[Extracted records]
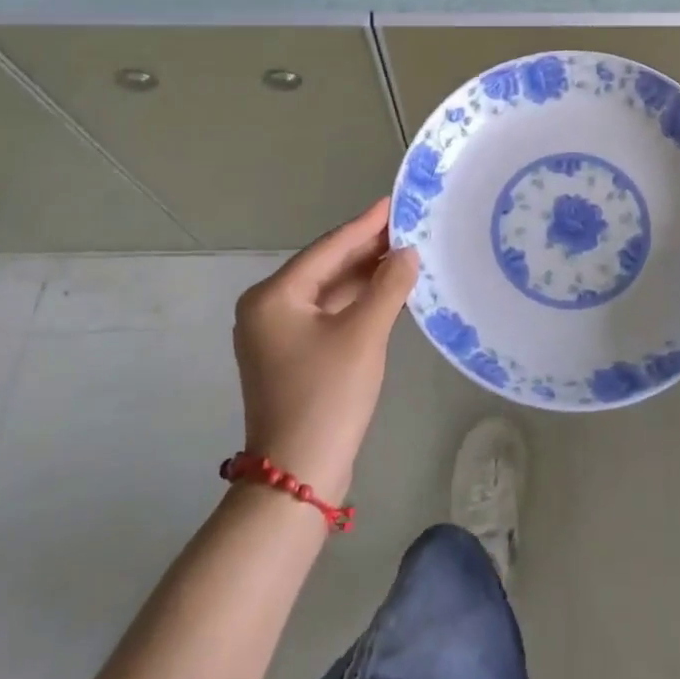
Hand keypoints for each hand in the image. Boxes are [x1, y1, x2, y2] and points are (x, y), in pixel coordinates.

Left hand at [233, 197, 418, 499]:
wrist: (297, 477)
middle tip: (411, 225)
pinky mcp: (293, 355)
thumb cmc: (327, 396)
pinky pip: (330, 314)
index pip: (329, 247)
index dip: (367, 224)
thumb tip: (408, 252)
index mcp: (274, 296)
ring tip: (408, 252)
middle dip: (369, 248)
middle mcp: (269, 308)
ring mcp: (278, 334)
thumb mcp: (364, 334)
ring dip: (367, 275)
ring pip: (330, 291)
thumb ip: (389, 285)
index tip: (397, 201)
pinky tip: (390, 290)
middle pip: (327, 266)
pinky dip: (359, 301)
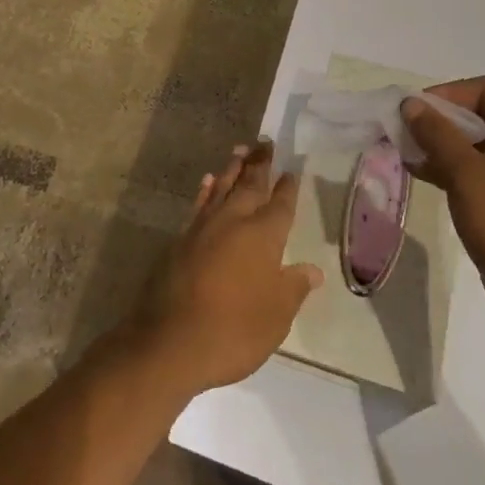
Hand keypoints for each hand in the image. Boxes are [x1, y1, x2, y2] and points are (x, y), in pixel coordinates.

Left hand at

---

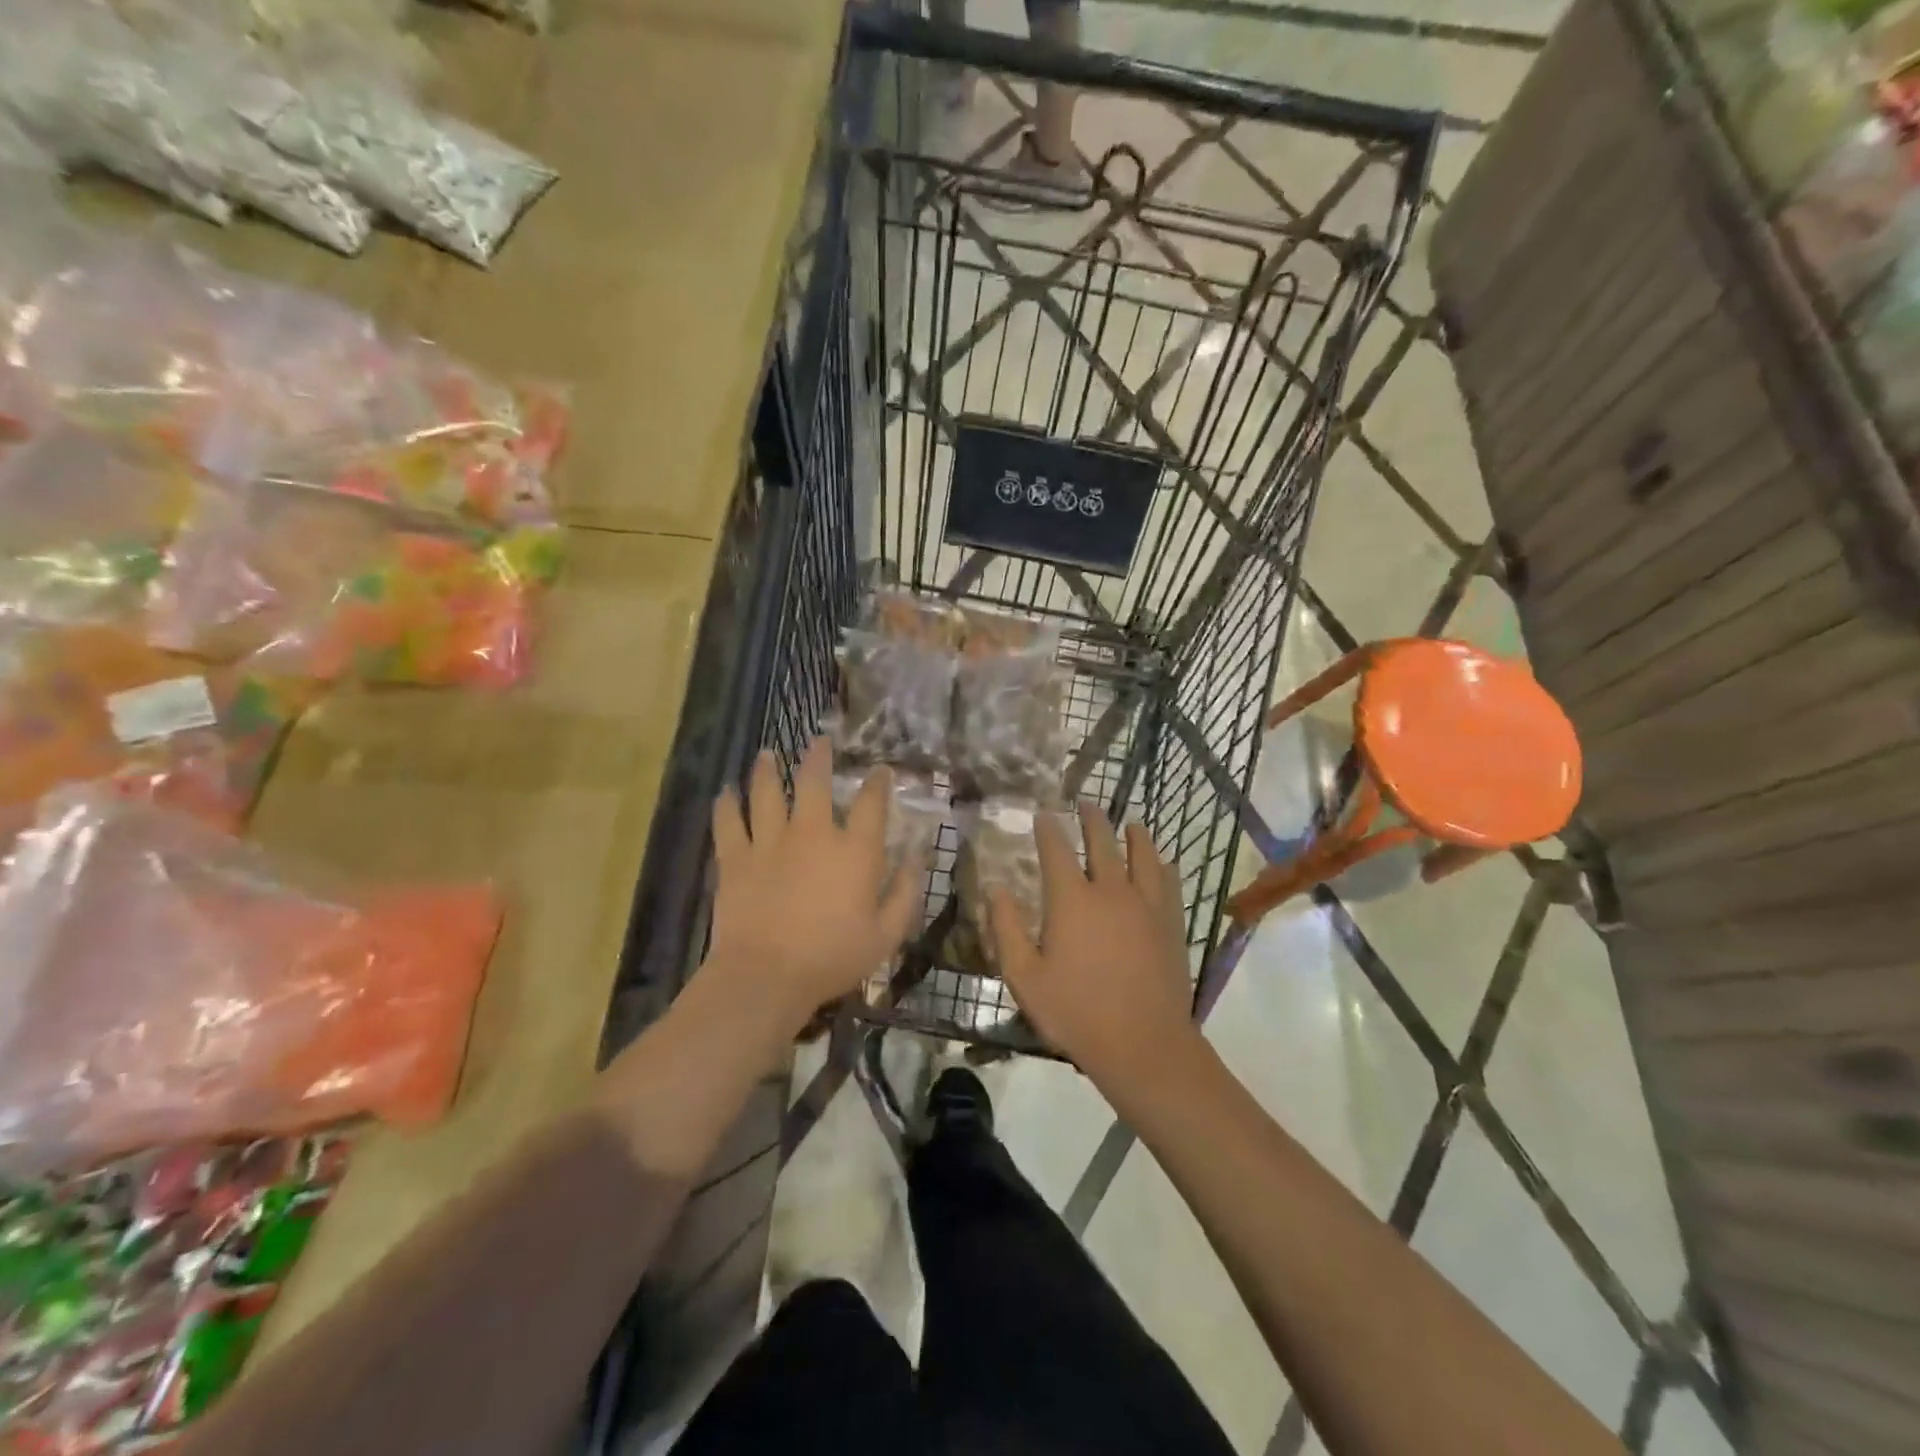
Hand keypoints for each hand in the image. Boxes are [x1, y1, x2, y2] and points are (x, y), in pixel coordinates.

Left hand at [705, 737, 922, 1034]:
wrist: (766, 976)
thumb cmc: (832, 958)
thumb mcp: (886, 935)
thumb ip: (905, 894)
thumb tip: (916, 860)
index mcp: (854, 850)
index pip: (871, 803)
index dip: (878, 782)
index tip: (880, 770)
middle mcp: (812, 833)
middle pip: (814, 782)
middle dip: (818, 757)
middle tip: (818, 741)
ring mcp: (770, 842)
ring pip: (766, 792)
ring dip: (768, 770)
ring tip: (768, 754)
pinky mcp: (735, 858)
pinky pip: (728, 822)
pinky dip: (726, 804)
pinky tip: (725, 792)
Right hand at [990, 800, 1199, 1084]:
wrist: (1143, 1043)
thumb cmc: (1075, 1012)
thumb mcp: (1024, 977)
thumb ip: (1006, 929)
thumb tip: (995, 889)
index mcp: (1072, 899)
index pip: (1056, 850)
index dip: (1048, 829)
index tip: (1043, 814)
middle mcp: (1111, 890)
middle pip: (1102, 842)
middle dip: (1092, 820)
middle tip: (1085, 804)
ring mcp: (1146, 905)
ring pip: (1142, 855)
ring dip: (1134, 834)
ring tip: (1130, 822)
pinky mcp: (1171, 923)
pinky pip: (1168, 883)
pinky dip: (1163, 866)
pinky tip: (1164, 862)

What to produce: Wherever a line of the entries holds the string "thumb", copy that line.

Solution to this task:
thumb cmc: (327, 396)
thumb tip: (408, 252)
thumb mcp: (364, 334)
thumb ip: (389, 285)
thumb cmc: (832, 958)
thumb mcp: (886, 935)
thumb ip: (905, 894)
thumb tip: (916, 860)
thumb cmc: (1075, 1012)
thumb mcp: (1024, 977)
thumb ip: (1006, 929)
thumb tip: (995, 889)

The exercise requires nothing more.